For today's trip up the rain-soaked New York Expressway, I am in the front row of the bus with a bag of bagels and Scott Allen, longtime Black Team member and a Workshop student in 1989. He spent 25 years as a photojournalist for the U.S. Navy, and earlier this decade did a tour through Iraq, and was there when one of Saddam Hussein's mass graves was discovered. Allen was soon face-to-face with the deposed dictator at his pre-trial hearings. "He was sitting as close as you are to me now," Allen remembers. "He was very charismatic. You could see how people would be drawn to him."
In the row behind us is Susan Sinclair, Eddie's daughter, somehow making her first trip ever to the Workshop. "My dad would tell me for years to come up," she says with a laugh. At the 22nd annual Barnstorm, she has finally made it. Next to her is Cindy Lou Adkins, sister of Workshop co-founder Alyssa Adams, and the producer of this year's award-winning documentary film about her brother-in-law, "An Unlikely Weapon." As students fill out their forms, the concrete landscape of Manhattan outside slowly recedes into the distance and the the bus speeds into the lush pastures and forests of rural New York state, with the rich fall colors of green, yellow, orange and shades in-between. Those colors will factor heavily in the thousands of pictures created by students during their Barnstorm assignments.
After an orientation at the hotel in Liberty, students are finally bused up to the Farm. As they walk en masse up the muddy dirt road, they are greeted by a round of applause and cheers from Workshop staff, volunteers and others, as the recorded voice of Paul Simon blasts from a PA singing his '70s hit "Kodachrome": "Got a Nikon camera, love to take a photograph / So mama, don't take my Kodachrome away..."

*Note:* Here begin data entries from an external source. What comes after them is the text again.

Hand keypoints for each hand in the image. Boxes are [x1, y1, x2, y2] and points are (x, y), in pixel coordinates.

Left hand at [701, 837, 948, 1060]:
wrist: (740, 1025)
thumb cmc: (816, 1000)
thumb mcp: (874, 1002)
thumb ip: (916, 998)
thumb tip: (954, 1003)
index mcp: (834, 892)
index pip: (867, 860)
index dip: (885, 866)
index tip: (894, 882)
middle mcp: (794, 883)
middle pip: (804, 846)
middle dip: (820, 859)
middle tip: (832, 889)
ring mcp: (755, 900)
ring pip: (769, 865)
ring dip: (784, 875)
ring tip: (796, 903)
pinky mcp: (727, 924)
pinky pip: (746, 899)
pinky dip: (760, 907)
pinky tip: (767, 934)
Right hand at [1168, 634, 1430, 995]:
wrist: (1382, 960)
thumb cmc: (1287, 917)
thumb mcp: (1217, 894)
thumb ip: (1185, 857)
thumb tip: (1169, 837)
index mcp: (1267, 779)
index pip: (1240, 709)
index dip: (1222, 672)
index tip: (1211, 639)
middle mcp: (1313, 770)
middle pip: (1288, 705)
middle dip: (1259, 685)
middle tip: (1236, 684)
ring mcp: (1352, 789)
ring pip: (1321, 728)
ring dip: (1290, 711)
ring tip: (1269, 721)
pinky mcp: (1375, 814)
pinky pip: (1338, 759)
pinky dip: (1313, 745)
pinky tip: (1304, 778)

It's a joyous beginning to a big four-day weekend, and students are taken by surprise by the greeting, a tradition that dates back to the very first year of the Workshop. Eddie used to sometimes have a local marching band on duty.

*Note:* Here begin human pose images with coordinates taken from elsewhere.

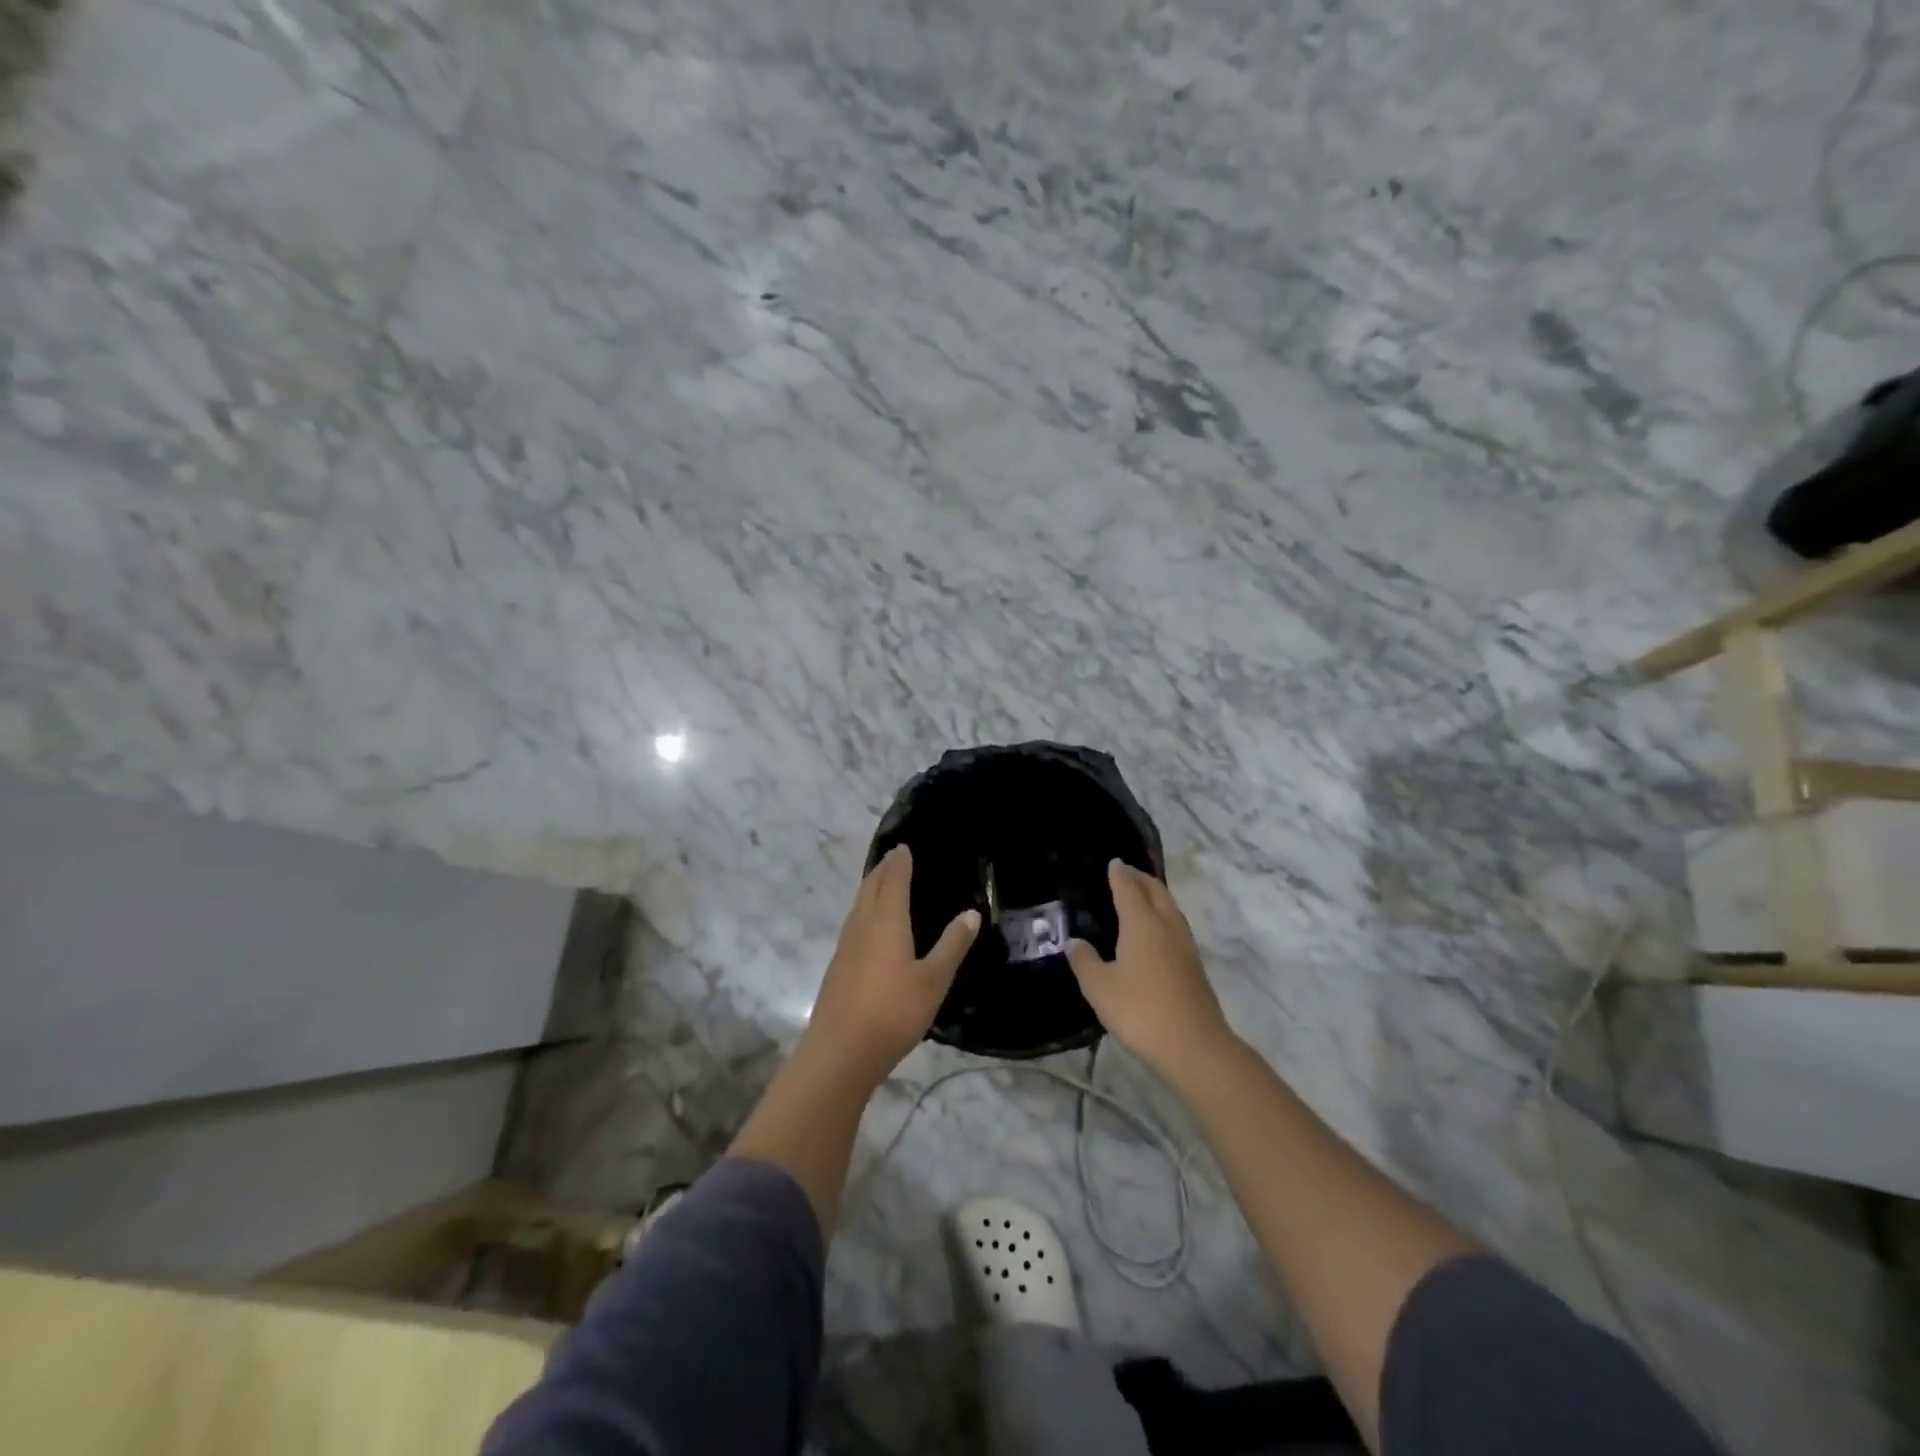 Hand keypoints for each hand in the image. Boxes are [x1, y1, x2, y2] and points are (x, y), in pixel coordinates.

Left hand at [802, 845, 979, 1085]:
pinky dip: (864, 910)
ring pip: (858, 905)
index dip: (899, 862)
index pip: (893, 881)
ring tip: (882, 883)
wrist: (840, 1051)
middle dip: (882, 870)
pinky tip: (870, 926)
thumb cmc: (893, 1011)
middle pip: (870, 888)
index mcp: (886, 921)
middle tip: (894, 857)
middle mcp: (862, 925)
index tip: (904, 847)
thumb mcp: (933, 980)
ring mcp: (846, 946)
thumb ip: (953, 945)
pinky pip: (853, 924)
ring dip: (870, 888)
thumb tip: (971, 913)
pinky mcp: (838, 967)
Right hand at [1068, 860, 1233, 1079]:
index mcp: (1142, 923)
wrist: (1195, 1047)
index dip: (1120, 873)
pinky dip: (1163, 916)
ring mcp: (1185, 946)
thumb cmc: (1141, 1011)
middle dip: (1141, 878)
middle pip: (1156, 891)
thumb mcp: (1100, 988)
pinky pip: (1176, 927)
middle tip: (1126, 872)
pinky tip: (1155, 933)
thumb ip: (1085, 961)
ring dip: (1156, 895)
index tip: (1113, 862)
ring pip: (1171, 908)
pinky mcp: (1194, 967)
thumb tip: (1075, 942)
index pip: (1129, 888)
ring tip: (1141, 895)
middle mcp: (1166, 926)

As students gather by the barn, a pickup truck suddenly rolls up the drive. A long green canoe is on top, and a tall, bearded man emerges with an armload of purebred labrador puppies. Alyssa sees the the three-week-old dogs and yells across the field, "One of the subjects is here!"
Alyssa is deputy photo editor at TV Guide, and she's been running the workshop she started with her husband these last four years. "I'm comfortable with it now," she says. "This is the first year since Eddie passed away that I've felt comfortable with it. Eddie used to be who was on the phone making sure things were happening." Now it's up to her and her staff. In a moment, a basket of apples and bananas tumbles from the back of a truck. Alyssa and Barnstorm producer Mirjam Evers run over to help gather them back up. In seconds, a photographer jumps into action, capturing the moment. The Workshop has begun.